> **Extracted records**
=======

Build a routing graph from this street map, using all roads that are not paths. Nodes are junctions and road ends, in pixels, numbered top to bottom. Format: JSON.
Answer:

=======

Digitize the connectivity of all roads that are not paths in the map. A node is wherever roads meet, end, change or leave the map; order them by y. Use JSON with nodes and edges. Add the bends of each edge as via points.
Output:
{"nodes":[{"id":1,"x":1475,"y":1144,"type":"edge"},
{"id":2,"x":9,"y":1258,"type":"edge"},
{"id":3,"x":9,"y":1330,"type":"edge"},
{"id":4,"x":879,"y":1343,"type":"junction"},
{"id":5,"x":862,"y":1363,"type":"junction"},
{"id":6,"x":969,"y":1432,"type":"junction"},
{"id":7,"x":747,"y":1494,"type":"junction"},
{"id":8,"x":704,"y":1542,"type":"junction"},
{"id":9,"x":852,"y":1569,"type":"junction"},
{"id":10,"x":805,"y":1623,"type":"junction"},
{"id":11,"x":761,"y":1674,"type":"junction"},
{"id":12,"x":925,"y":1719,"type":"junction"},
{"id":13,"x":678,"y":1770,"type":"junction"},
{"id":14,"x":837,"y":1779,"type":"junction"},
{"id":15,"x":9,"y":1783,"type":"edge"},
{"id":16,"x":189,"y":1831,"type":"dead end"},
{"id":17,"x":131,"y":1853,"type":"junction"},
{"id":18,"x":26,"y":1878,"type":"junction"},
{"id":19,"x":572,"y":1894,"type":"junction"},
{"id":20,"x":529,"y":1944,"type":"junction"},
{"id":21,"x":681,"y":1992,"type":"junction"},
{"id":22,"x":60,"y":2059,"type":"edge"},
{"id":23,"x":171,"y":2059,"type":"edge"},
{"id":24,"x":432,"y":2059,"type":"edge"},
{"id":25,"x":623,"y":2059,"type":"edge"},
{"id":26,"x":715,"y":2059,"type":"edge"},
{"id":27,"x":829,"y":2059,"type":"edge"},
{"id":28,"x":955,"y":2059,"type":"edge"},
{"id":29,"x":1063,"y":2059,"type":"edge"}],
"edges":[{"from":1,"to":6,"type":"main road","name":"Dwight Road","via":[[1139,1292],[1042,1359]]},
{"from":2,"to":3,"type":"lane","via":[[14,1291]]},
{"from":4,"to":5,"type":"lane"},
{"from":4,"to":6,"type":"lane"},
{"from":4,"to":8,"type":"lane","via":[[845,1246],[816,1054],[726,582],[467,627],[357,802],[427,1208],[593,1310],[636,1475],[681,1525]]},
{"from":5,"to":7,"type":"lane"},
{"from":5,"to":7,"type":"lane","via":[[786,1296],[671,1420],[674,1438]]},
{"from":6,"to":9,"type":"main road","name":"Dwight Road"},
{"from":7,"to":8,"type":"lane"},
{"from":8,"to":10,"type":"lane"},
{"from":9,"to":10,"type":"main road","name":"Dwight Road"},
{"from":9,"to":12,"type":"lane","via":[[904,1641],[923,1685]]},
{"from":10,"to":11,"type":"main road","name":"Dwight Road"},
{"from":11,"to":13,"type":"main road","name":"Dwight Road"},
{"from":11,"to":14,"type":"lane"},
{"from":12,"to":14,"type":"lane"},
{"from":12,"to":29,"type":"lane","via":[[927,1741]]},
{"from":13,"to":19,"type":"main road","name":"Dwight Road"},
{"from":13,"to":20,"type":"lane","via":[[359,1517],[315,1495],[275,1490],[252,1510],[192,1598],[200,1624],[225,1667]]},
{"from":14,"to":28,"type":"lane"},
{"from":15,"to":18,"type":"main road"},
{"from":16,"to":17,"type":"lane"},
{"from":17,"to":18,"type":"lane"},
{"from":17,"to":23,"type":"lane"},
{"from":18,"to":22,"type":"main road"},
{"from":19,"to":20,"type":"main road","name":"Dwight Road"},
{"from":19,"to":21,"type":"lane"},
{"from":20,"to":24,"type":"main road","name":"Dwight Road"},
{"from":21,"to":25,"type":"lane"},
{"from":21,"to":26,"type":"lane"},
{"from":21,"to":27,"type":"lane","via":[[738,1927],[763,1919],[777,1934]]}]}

=======

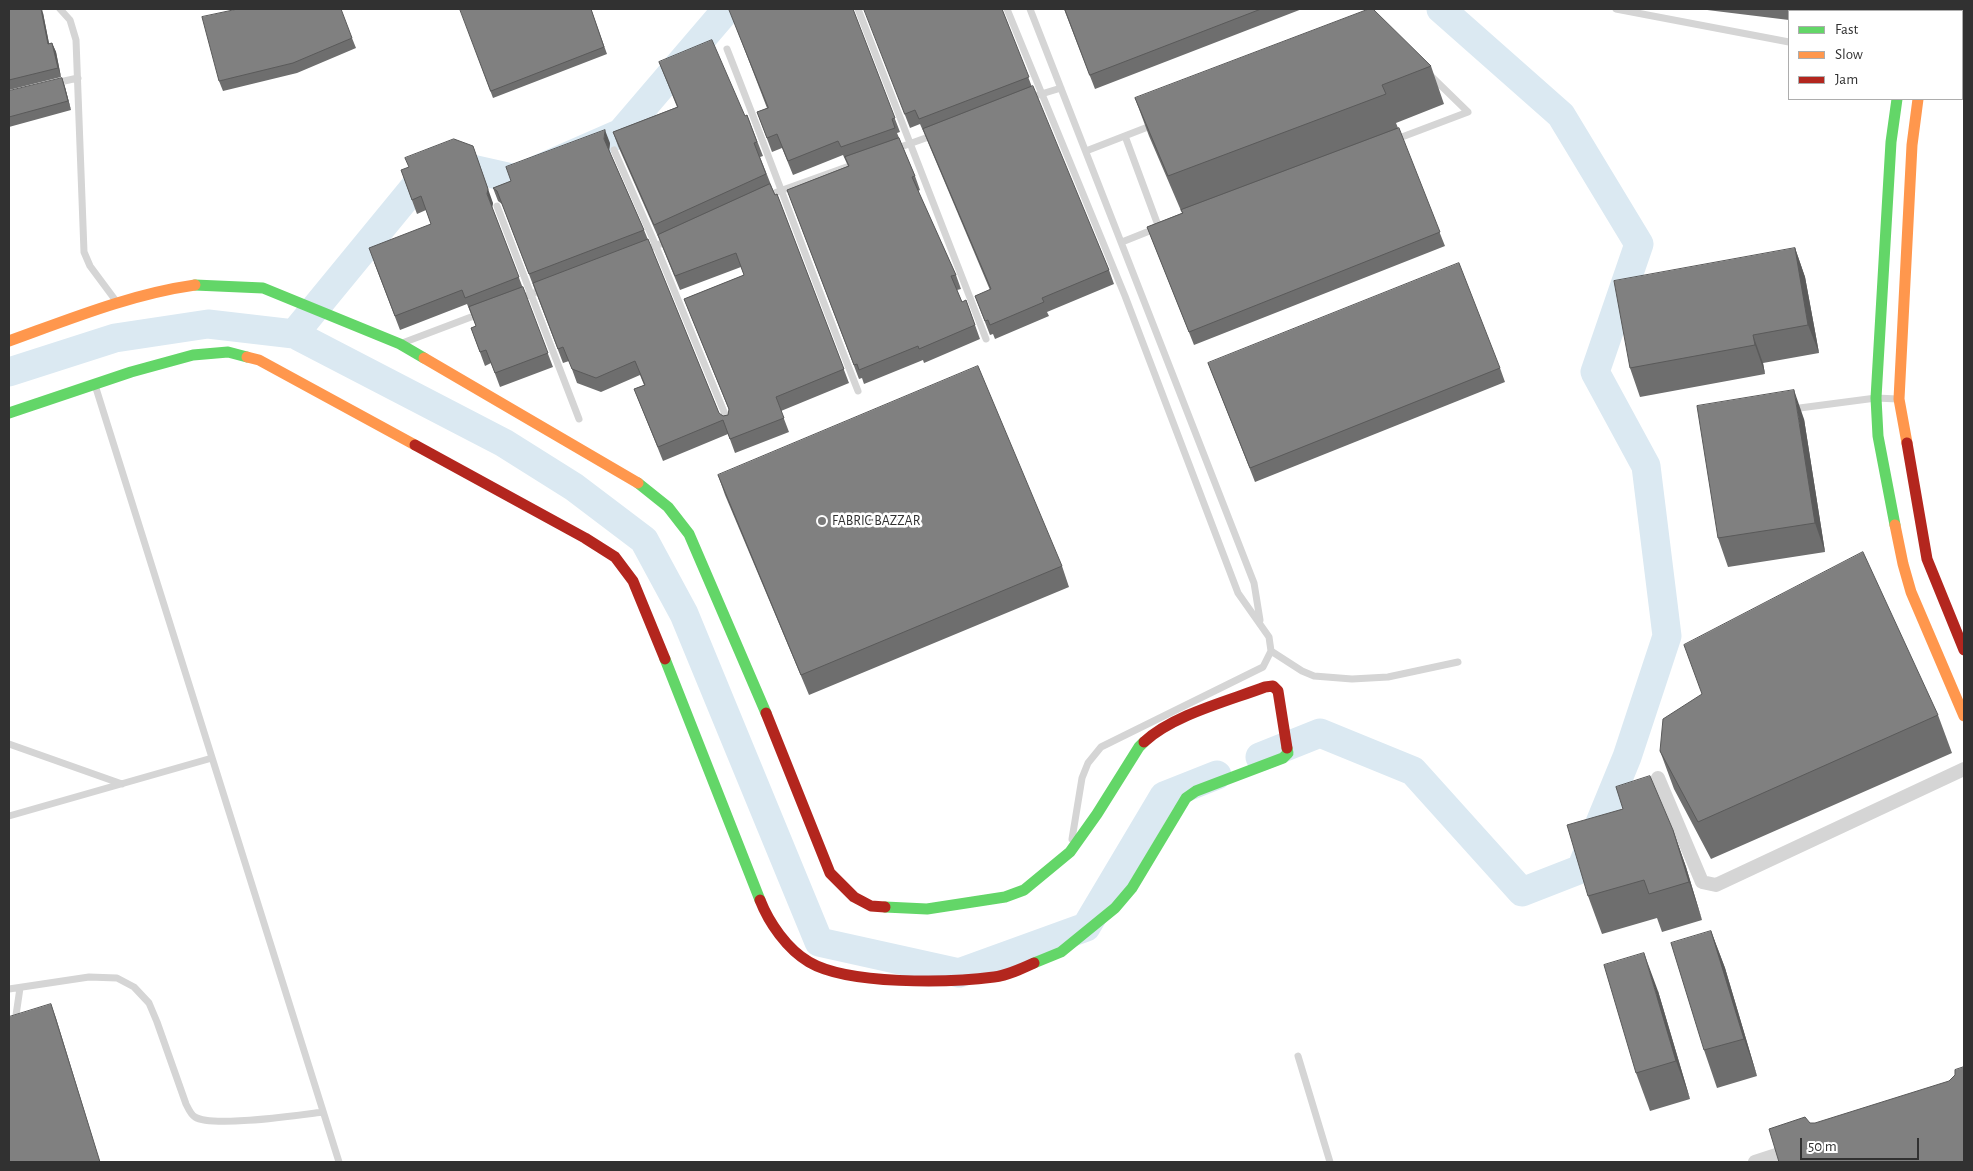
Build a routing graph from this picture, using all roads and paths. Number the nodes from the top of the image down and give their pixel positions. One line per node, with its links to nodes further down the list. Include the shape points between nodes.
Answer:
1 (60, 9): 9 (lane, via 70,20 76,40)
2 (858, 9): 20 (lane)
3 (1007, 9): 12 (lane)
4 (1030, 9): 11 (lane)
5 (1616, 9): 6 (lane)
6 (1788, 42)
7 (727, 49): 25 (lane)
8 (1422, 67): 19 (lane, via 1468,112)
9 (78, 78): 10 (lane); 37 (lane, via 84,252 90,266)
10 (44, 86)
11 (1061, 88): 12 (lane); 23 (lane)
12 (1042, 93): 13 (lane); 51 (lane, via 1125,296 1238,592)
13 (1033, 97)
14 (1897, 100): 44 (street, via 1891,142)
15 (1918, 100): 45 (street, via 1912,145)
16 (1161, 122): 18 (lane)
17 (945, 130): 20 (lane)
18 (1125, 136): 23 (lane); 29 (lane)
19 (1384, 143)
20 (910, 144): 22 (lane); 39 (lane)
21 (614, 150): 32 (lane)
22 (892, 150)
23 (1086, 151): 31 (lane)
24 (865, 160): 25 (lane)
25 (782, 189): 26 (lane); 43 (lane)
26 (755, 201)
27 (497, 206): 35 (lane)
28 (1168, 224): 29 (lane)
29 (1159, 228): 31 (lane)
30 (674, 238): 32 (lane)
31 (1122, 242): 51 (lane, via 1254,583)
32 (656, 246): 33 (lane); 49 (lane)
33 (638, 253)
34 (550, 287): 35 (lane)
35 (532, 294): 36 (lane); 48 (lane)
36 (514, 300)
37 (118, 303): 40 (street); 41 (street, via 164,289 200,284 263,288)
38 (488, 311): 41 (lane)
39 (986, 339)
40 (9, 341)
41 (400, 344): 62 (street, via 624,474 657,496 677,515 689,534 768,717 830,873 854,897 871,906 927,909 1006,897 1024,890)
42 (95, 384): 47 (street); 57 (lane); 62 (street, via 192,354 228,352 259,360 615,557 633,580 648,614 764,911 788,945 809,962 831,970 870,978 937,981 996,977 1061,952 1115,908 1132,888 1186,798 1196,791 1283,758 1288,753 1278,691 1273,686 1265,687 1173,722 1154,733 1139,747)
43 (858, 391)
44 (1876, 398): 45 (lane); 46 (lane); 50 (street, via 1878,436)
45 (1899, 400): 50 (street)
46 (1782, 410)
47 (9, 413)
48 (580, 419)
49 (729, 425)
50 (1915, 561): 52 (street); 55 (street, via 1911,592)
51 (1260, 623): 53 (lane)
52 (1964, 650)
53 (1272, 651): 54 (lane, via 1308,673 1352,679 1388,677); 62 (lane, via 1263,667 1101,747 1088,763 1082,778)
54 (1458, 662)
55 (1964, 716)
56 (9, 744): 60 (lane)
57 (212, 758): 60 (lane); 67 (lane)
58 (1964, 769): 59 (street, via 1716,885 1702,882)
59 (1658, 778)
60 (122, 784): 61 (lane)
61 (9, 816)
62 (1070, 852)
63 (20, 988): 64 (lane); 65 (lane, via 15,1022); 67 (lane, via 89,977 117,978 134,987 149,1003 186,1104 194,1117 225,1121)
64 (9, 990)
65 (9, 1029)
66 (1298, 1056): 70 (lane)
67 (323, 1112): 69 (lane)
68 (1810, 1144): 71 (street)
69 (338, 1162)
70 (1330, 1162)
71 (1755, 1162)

=======

Each line from the material above that mentions the word "points" needs to be copied.

> **Response area**
Digitize the connectivity of all roads that are not paths in the map. A node is wherever roads meet, end, change or leave the map; order them by y. Use JSON with nodes and edges. Add the bends of each edge as via points.
Build a routing graph from this picture, using all roads and paths. Number the nodes from the top of the image down and give their pixel positions. One line per node, with its links to nodes further down the list. Include the shape points between nodes.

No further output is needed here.